Everything you need to know about leverage
Assuming that, for instance, you are sure that Netflix price is going up, and that you have $ 1,000 for “going long”, you must know that you can increase your investment and earn higher profits.
There's the possibility of asking for a loan at your bank, but it is a process that takes time, and when you receive the money, Netflix might be already so expensive that trading wouldn't be convenient anymore.

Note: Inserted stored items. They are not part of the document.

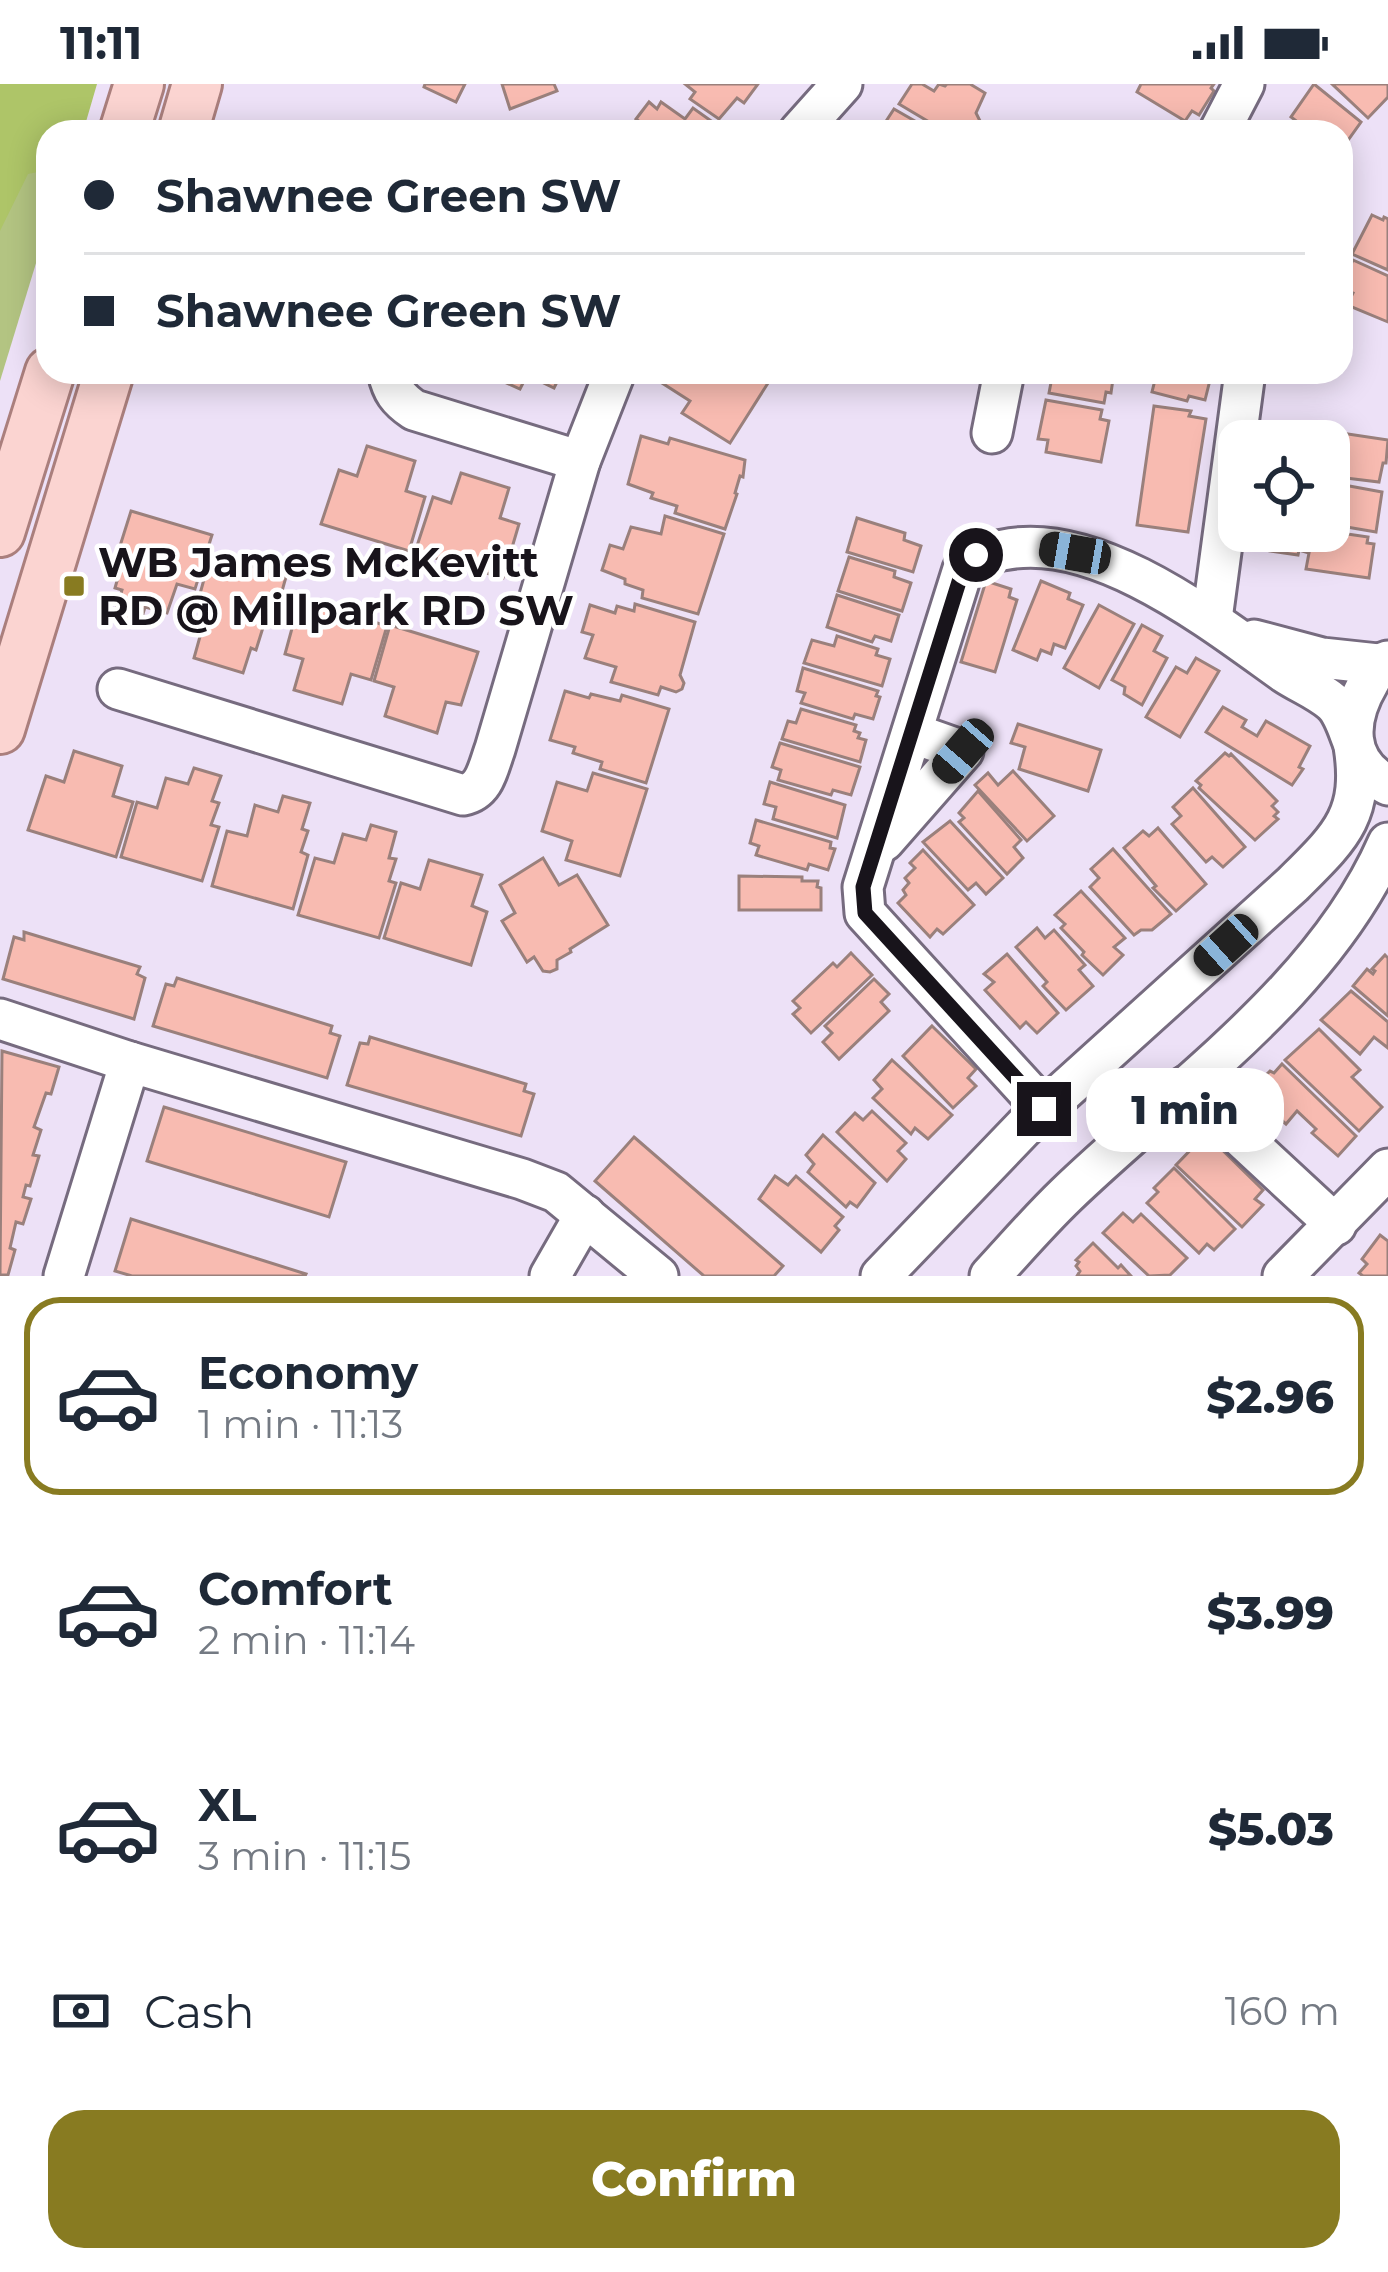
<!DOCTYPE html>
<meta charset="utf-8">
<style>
body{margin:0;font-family:Montserrat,sans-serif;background:#f2f2f3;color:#1f2937;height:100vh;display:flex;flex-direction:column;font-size:45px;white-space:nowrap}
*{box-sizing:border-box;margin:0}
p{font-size:39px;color:#747a83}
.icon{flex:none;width:66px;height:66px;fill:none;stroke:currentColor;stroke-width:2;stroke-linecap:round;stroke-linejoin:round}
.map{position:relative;height:1192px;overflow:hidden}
.side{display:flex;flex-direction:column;background:#fff;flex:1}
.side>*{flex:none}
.top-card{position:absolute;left:36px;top:36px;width:1317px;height:264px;border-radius:36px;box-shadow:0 6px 30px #0003;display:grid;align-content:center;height:264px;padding:0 48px;background:#fff}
.buttons{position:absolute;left:1218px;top:336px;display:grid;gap:24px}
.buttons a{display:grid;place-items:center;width:132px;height:132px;border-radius:24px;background:#fff;box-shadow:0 6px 30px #0003;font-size:60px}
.end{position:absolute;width:54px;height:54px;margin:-27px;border:15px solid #18141b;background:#fff;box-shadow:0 0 0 6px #fff}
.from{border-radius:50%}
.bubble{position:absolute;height:84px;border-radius:36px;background:#fff;box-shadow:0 6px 30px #0003;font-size:39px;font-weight:800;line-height:84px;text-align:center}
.car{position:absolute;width:36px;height:72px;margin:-36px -18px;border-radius:15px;box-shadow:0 0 9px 3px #0007;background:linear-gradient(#222 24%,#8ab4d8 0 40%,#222 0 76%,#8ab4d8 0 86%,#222 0)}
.top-card b{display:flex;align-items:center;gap:42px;height:114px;font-size:45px}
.top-card b+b{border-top:3px solid #e0e1e3}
.top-card i{width:30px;height:30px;background:#1f2937}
ul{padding:21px 0 0;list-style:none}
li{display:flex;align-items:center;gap:36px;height:198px;margin:0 24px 18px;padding:0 24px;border:6px solid transparent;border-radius:36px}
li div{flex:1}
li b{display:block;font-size:45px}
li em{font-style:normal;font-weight:800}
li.current{border-color:#887b21}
li>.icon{width:108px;height:108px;stroke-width:1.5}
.pay{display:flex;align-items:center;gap:30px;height:132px;padding:0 48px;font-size:45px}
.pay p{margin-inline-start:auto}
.primary-button{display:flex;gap:24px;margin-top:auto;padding:24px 48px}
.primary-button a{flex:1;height:138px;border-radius:36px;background:#887b21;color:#fff;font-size:48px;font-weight:800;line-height:138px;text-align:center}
.status{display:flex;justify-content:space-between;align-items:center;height:84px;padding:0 60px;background:#fff;direction:ltr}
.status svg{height:33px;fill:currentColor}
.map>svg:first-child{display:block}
.green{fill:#b3c482}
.forest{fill:#aec568}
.building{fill:#f8bbb1;stroke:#9a807c;stroke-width:3}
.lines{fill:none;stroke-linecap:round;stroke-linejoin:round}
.minor-casing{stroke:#766b7f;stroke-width:45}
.major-casing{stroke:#aa7f7d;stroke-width:54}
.minor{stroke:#fff;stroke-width:39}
.major{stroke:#fbd4d1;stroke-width:48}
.route{stroke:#18141b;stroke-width:15}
.poi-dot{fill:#887b21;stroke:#fff;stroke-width:4.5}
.labels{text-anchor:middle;stroke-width:9;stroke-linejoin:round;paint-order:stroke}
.poi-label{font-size:42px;font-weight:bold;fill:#18141b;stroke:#fff;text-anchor:start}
</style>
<div class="status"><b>11:11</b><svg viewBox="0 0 49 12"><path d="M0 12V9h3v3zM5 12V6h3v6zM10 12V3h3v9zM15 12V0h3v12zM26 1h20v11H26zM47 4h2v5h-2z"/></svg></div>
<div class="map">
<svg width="1388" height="1192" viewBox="0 0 1388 1192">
<rect width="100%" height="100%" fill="#ede1f7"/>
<path class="green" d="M0,0L48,48V140L0,297Z"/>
<path class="forest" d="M0,0H97L83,48H48V86L28,90L0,147Z"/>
<g class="building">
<path d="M425,0H465L456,18L424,3Z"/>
<path d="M502,0H554L557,7L510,25Z"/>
<path d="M685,0H758L744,19L737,14L719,35L690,15L695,8Z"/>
<path d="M912,0H922L934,7L939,0L945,2L947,0H970L985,9L976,29L981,39L978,44L970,46L967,44L964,48H946L899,20Z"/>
<path d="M1141,0H1214L1211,4L1214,7L1199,31L1192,27L1185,37L1137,8Z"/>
<path d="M1314,0L1361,38L1341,66V48H1292L1299,39L1291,33Z"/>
<path d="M1332,0H1388V13L1368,34Z"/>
<path d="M649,18L657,25L661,18L685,35L693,24L721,44L717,48H639L644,41L636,35Z"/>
<path d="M894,25L934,48H879Z"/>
<path d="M1372,131L1383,136L1384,133L1388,135V186L1352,170Z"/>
<path d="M1353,176L1388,192V238L1347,221L1353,209L1341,204Z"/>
<path d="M482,288H562L554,304L527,291L520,305Z"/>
<path d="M669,288H775L730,359L682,329L690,317L662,299Z"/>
<path d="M1053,288H1114L1111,309L1106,308L1104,319L1049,309Z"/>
<path d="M1157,288H1212L1205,316L1189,312L1187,317L1152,308Z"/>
<path d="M1046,316L1102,326L1100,335L1109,337L1101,378L1046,368L1048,356L1038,355Z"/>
<path d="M1154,322L1191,327L1189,332L1206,335L1188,448L1137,441Z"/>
<path d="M1288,341L1388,356L1386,379H1383L1379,398L1329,392V357H1286Z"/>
<path d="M641,352L668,360L670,354L745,376L743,393L740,392L735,409L737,410L725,445L675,429L677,422L651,414L653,409L628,400Z"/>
<path d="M367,362L415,377L406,407L425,413L409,467L321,440L339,386L357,392Z"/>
<path d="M461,389L509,404L500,434L519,440L503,494L415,468L433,413L451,419Z"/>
<path d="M1333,399L1382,408L1376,448L1329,440Z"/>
<path d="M131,427L212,451L195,505L177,500L167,529L145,523L140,540L114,532L122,506L115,504L121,483L114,481Z"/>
<path d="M665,432L724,450L698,530L642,514L643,506L625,500V495L602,486L610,461L623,465L631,443L661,450Z"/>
<path d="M857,434L905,449L904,456L921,462L913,488L847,468Z"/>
<path d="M1273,447H1327L1368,453L1367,459L1374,460L1369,494L1306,485L1309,469L1299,466L1298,471L1270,467Z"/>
<path d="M211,470L286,493L273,539L265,537L256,566L251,564L243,589L194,574L201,549L197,548L204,519L198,517Z"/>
<path d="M849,473L895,487L894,493L911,499L902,527L838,507Z"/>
<path d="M986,497L1011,505L1009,513L1017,516L995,588L961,578Z"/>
<path d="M1041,497L1070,509L1068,515L1083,521L1065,564L1054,560L1051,570L1041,566L1037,576L1013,566Z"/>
<path d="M837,511L899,531L891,557L875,552L872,558L827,543Z"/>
<path d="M300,515L387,542L371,596L351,590L342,620L294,606L303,575L285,570Z"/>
<path d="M635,520L695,538L680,591L684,599L682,605L676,608L661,603L658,611L611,598L616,583L585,574L593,551L582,548L590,521L615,529L617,522L634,527Z"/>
<path d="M1099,521L1134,540L1099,604L1064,584Z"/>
<path d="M390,541L478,568L461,621L446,618L437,649L385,632L394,603L374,597Z"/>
<path d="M1142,541L1162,552L1154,567L1167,574L1142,621L1124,610L1125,603L1112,596Z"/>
<path d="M837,552L878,565L876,571L890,575L882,602L804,579L812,556L834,562Z"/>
<path d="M1196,574L1219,587L1180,653L1146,633L1176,583L1187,589Z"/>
<path d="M803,584L878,607L876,612L880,613L873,635L855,630L853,635L801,619L805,609L797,607Z"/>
<path d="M565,607L589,614L591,610L620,617L622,611L669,625L646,699L600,685L602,678L573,669L575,663L550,656Z"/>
<path d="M1223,623L1246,636L1242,643L1257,652L1266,637L1310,662L1299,683L1303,685L1292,701L1206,648Z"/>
<path d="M801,625L856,641L854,647L860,649L858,654L866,656L860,678L782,655L788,637L796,639Z"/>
<path d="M1018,640L1101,666L1088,707L1019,685L1025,663L1011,659Z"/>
<path d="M780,659L860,683L851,711L833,706L831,711L778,696L781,686L772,683Z"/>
<path d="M74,667L122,682L113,712L133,718L116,773L28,746L46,692L64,698Z"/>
<path d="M1225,669L1229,672L1231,670L1277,717L1272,722L1278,728L1274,732L1278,735L1255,756L1199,704L1201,701L1196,697Z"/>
<path d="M194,684L221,692L212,717L219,719L211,741L219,743L202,797L121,773L137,718L157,724L166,694L188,700Z"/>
<path d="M1013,687L1054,732L1027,757L975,701L988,689L998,701Z"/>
<path d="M593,689L647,705L620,792L566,776L572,757L542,747L557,698L587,707Z"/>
<path d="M770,698L845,721L837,754L773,735L776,723L764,720Z"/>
<path d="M1193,704L1245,763L1223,783L1212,773L1206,778L1172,740L1181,732L1173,723Z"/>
<path d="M978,707L1021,756L1014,763L1023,774L1007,790L959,738L964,734L959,729Z"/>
<path d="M283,712L310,719L302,745L308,747L301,768L308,771L293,825L212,802L227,747L247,752L255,721L278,728Z"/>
<path d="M756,736L831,758L830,764L835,765L828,786L809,780L807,786L756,771L759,762L750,759Z"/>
<path d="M950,737L1003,794L986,810L976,799L968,806L923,758Z"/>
<path d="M371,741L396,748L389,774L396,775L389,797L396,799L379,854L298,831L315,774L334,779L343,750L366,756Z"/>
<path d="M1158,744L1206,800L1176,827L1153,804L1156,802L1124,764L1143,747L1149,752Z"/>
<path d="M1113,765L1171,830L1152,846H1141L1134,851L1090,803L1099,794L1091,785Z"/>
<path d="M923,766L974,821L943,850L937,845L930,853L898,819L906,811L903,806L909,799L905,794L915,784L910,779Z"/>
<path d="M543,774L559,801L577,791L608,841L570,865L571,868L557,876V885L550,888L543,887L534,873L527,878L502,837L515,829L500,801Z"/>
<path d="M429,776L482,791L472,822L487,828L471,881L384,854L401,799L420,805Z"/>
<path d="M739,792L802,793V797H818L817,803L821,804V826H739Z"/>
<path d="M1081,807L1125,854L1114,863L1123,871L1103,891L1082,871L1084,868L1061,844L1065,840L1055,831Z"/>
<path d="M1037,844L1045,854L1054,846L1085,881L1079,886L1093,902L1066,926L1043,902L1047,898L1016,863Z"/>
<path d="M24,848L140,883L137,890L145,894L134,935L3,895L14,853L24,856Z"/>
<path d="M851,869L872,891L811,949L793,930L800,924L793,917L833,879L837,883Z"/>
<path d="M1007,870L1058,929L1037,949L1026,938L1020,944L985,906L994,898L984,890Z"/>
<path d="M1385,871L1388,874V932L1353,902L1367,885L1373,890L1375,887L1372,885Z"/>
<path d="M177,894L332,942L330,949L340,952L327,994L153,942L166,900L174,902Z"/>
<path d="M874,895L889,910L881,918L889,927L839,975L823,958L832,949L825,942Z"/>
<path d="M1351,907L1388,938V964L1374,953L1360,970L1321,936Z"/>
<path d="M932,942L976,985L968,994L976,1002L953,1024L903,972Z"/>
<path d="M1319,945L1360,986L1352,993L1382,1023L1359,1047L1285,976Z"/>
<path d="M370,953L526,1000L524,1007L534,1010L521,1052L347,1001L360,959L368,960Z"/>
<path d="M2,967L59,983L51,1010L46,1009L34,1043L41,1046L33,1071L39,1072L30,1102L26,1101L23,1113L31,1115L23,1140L16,1138L10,1164L15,1166L8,1191H0Z"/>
<path d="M892,976L952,1031L928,1055L915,1044L911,1050L873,1014L882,1005L874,996Z"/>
<path d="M1282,980L1356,1052L1338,1072L1312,1049L1316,1045L1297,1027L1286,1040L1249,1008L1270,987L1274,989Z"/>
<path d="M164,1023L346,1078L329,1133L147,1077Z"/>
<path d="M872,1027L906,1059L898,1067L906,1075L887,1097L837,1048L855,1029L863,1036Z"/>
<path d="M1206,1050L1263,1106L1255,1115L1263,1121L1242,1143L1176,1081Z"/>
<path d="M823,1051L875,1099L857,1123L850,1118L846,1123L808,1088L814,1080L806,1071Z"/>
<path d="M634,1053L783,1182L774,1192H704L595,1097Z"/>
<path d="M1174,1084L1235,1145L1214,1166L1207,1160L1199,1169L1147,1119L1158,1108L1154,1104Z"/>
<path d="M775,1092L788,1101L796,1092L843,1133L835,1142L839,1146L821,1168L759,1115Z"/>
<path d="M1123,1129L1133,1138L1141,1130L1187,1174L1170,1191L1149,1192L1103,1149Z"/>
<path d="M131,1135L306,1190L305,1192H132L115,1187Z"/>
<path d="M1380,1151L1388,1157V1192H1363L1359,1189L1367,1180L1362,1175Z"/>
<path d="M1093,1159L1118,1184L1121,1181L1131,1192H1077L1080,1187L1076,1182L1079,1178L1076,1176Z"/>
</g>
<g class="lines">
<g class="minor-casing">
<g id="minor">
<path d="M799,48L842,0"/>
<path d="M1219,48L1244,0"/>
<path d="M388,288C392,307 398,315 414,326L580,377"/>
<path d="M992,349L1004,288"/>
<path d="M1212,535L1245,288"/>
<path d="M1254,556L1322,574L1378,580"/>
<path d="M1388,577C1375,581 1375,587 1369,598C1347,635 1343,678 1388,701"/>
<path d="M118,605L463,711C485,707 488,684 495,665L580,377L615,288"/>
<path d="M884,757L963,667L912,649"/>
<path d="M0,935L130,978"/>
<path d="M1186,1002L1336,1141"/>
<path d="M1044,1025L865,829L863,803L963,485C978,470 983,470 1003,466C1097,446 1212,537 1285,589C1300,599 1318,606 1332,618C1343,627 1348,646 1353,658"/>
<path d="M64,1192L130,978L522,1095L556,1108L658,1192"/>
<path d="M550,1192L585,1131"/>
<path d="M881,1192L1024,1043L1293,800C1340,753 1365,732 1354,662"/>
<path d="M990,1192C1015,1165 1039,1137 1066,1111C1177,1004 1324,905 1388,759"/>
<path d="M1283,1192L1388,1085"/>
</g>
</g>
<g class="major-casing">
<g id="major">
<path d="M124,48L139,0"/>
<path d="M183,48L197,0"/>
<path d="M0,448L50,288"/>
<path d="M0,645L109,288"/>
</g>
</g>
<use href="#minor" class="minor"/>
<use href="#major" class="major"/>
</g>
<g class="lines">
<path class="route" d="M976,471L963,485L863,803L865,829L1044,1025"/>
</g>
<rect class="poi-dot" x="62" y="490" width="24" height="24" rx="6"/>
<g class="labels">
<g class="poi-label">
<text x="98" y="493">WB James McKevitt<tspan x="98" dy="48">RD @ Millpark RD SW</tspan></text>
</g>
</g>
</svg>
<div class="buttons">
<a><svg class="icon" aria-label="locate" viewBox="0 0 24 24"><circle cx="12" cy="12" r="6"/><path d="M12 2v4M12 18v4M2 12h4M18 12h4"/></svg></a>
</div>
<i class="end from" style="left:976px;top:471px"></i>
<i class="end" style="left:1044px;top:1025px"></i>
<div class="bubble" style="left:1086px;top:984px;width:198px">1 min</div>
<i class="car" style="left:1075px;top:469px;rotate:280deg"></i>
<i class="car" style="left:963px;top:667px;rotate:221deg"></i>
<i class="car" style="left:1226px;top:861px;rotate:228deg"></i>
<div class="top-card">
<b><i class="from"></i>Shawnee Green SW</b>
<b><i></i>Shawnee Green SW</b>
</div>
</div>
<section class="side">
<ul>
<li class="current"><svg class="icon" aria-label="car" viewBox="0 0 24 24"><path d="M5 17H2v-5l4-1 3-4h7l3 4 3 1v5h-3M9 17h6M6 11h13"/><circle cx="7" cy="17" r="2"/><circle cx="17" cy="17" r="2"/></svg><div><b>Economy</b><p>1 min · 11:13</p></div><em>$2.96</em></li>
<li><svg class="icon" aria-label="car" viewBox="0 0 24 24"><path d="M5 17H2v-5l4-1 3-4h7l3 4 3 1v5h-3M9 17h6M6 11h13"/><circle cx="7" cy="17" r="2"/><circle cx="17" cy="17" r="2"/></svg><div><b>Comfort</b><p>2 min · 11:14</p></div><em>$3.99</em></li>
<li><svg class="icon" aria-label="car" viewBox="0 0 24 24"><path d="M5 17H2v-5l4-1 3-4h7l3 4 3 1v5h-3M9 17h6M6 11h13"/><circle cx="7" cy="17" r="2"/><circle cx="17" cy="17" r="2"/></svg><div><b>XL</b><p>3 min · 11:15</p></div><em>$5.03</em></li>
</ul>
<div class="pay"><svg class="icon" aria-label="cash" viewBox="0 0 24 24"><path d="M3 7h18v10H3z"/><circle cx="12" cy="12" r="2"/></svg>Cash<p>160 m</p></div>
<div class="primary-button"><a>Confirm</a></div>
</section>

Leverage is just like a credit, and you will only have to click a few times to get it! your broker allows you to invest (and earn) much more money than what you have on the platform. It is really simple, before investing you will see the different options as in the image below:
When operating in different markets you can use more leverage. The reason is that leverage is most common in short-term operations, and cryptocurrencies tend to be a medium or long-term investment. That said, I'm going to explain better how leverage works:
- If you want to invest $ 1,000 and you use leverage x2, you will be starting with $ 2,000 ($ 1,000 was borrowed from the broker).
- Then, turns out that Netflix price does rises, as you thought, and now the price of your investment is $ 2,400 (20% higher), so you decide to sell back.
- Once the $ 1k from leverage is deducted, you will have $ 1,400 left; which means you've earned $ 400, since the other $1,000 was yours from the beginning.
By starting with $ 1000 and getting $ 400, you'll be earning 40% of your investment. That is pretty good.
Does it sound too good? The trick is that the risk of losing out also increases. If everything goes as planned, you will earn more money in less time; however, if the value of the asset goes down, you will also lose more in less time.
Let's suppose that the asset didn't increase by 20%, but it decreased also by 20%, you won't lose $ 20 but double, $ 40. Because of that, the concepts of Take Profit and Stop Loss are so important when using leverage.
Take Profit is a trading limit you can set for your assets: you program your operation and ask the platform to sell them once they get to a point above the entry price. For instance, you can buy Netflix shares at $ 100 and request that your position is closed automatically when it reaches $ 120. It is very useful to avoid being blinded by enthusiasm: a 20% profit is usually very good, but once you see it goes up, you might want to gain a bit more and decide to wait, but this could be a mistake. So, Take Profit helps you to trade more safely.
Stop Loss is even more necessary, particularly if you trade with leverage, since a small loss with leverage can be fatal for your wallet. You always need to mark a Stop Loss more tight than that suggested by the broker.